Katie Demakopoulou (1992: 141-146) published 28 Mycenaean Cypriot vases, and Spyros Iakovidis (1992: 211-213) 6 Mycenaean Cypriot stirrup jars, from the collection of the Archaeological Society of Athens, in the National Archaeological Museum.
The National Museum bought, or was given, the 34 artefacts between 1854 and 1896 (Demakopoulou, 1992: 141); but it is not known when the Archaeological Society got them.
It is known that the artefacts were not scientifically excavated, but it is not known how the artefacts were found, or where (ibid.: 146-147); so they were probably looted. Demakopoulou (1992: 147) did note that the 28 vases were stylistically similar to objects from Hala Sultan Tekke, that there was 'illicit digging' there, and that private antiquities collectors bought 'many' of its looted antiquities.
It is believed that, before the British Museum's 1897-1898 excavations at Hala Sultan Tekke, (Greek Cypriot majority mixed) Dromolaxia villagers looted the site (Bailey, 1976: 1). However, it would be unscientific and unfair to presume that these artefacts were the ones looted from Hala Sultan Tekke by Dromolaxia villagers, and thus that they were probably looted by Greek Cypriots.
Furthermore, Iakovidis (1992: 213) stated that the six stirrup jars 'd[id] not comprise a homogeneous group with common concrete origin. It is known only that they came from Cyprus, without even being certain that they were found there' (1).
Some of the antiquities were acquired between 1854 and 1869, so they may (or may not) have been legally exported with an Ottoman export licence (firman).
Some of the antiquities were acquired between 1869 and 1974, when antiquities export was illegal, under the Ottoman Antiquities Law of 1869.
Some of the antiquities were acquired between 1874 and 1884, so they may (or may not) have been legally exported with an Ottoman firman, under the revised 1874 Antiquities Law.
Some of the antiquities were acquired between 1884 and 1896, when antiquities export was illegal, under the again-revised Ottoman Antiquities Law of 1884.

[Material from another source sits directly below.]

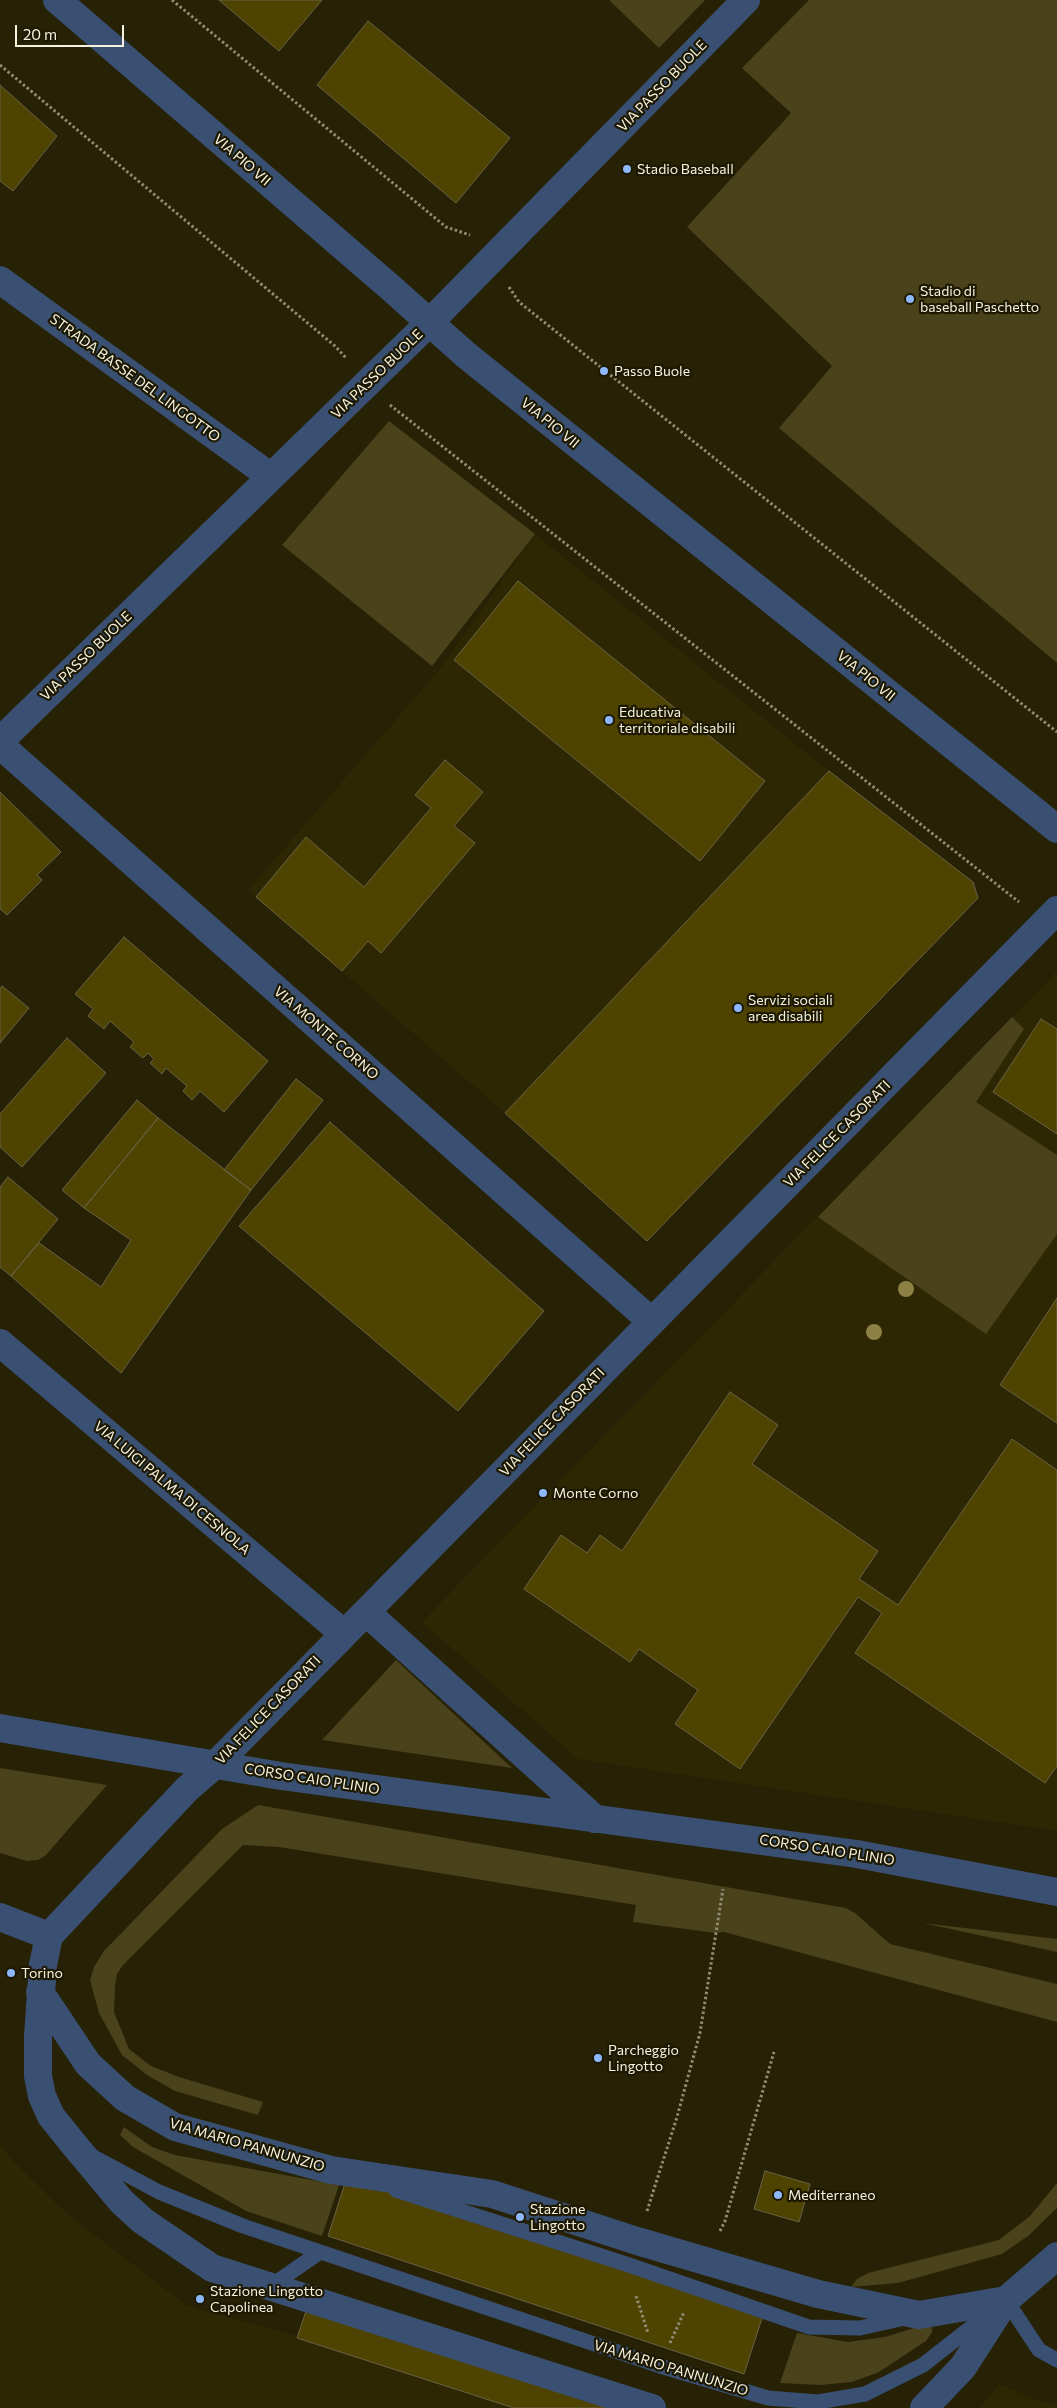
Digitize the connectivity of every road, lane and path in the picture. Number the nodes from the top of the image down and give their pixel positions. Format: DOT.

However, the British Empire ignored Ottoman laws introduced after the beginning of the British Cypriot administration in 1878; so the British Empire, rather than the Archaeological Society of Athens, would have been responsible for the illegality of any exports between 1884 and 1896.
- '[Δ]εν αποτελούν ομοιογενή ομάδα με κοινή συγκεκριμένη προέλευση. Γνωστό είναι μόνο ότι ήλθαν από την Κύπρο, χωρίς να είναι καν βέβαιο ότι ευρέθηκαν εκεί' (Iakovidis, 1992: 213).
Bailey, D M. 1976: "The British Museum excavations at Hala Sultan Tekke in 1897 and 1898: The material in the British Museum". In Åström, P, Bailey, D M and Karageorghis, V, (Eds.). Hala Sultan Tekke 1: Excavations 1897-1971, 1-32. Göteborg: Paul Åströms Förlag.
Demakopoulou, K. 1992: "Mycenaean vases from Cyprus in the National Archaeological Museum of Athens". Sto Ioannides, G K, (Epi.). Afieroma sto Vaso Karagiorgi [Studies in honour of Vassos Karageorghis], 141-150. Lefkosia: Etaireia Kypriakon Spoudon. [Ιωαννίδης, Γ Κ, (Επι.). 1992: Αφιέρομα στο Βάσο Καραγιώργη. Λευκωσία: Εταιρεία Κυπριακών Σπουδών.]
Iakovidis, S E. 1992: "Pseudostomoi tis Kypriakis Syllogis tou Ethnikou Arxaiologikou Mouseiou Athinon [Stirrup jars of the Cypriot Collection of the National Archaeological Museum of Athens]". Sto Ioannides, G K, (Epi.). Afieroma sto Vaso Karagiorgi [Studies in honour of Vassos Karageorghis], 211-215. Lefkosia: Etaireia Kypriakon Spoudon. [Ιακωβίδης, Σ Ε. 1992: «Ψευδόστομοι της Κυπριακής Συλλογής του Εθνικού Αρχαιολογικού Μουσείου Αθηνών». Στο Ιωαννίδης, Γ Κ, (Επι.). 1992: Αφιέρομα στο Βάσο Καραγιώργη, 211-215. Λευκωσία: Εταιρεία Κυπριακών Σπουδών.]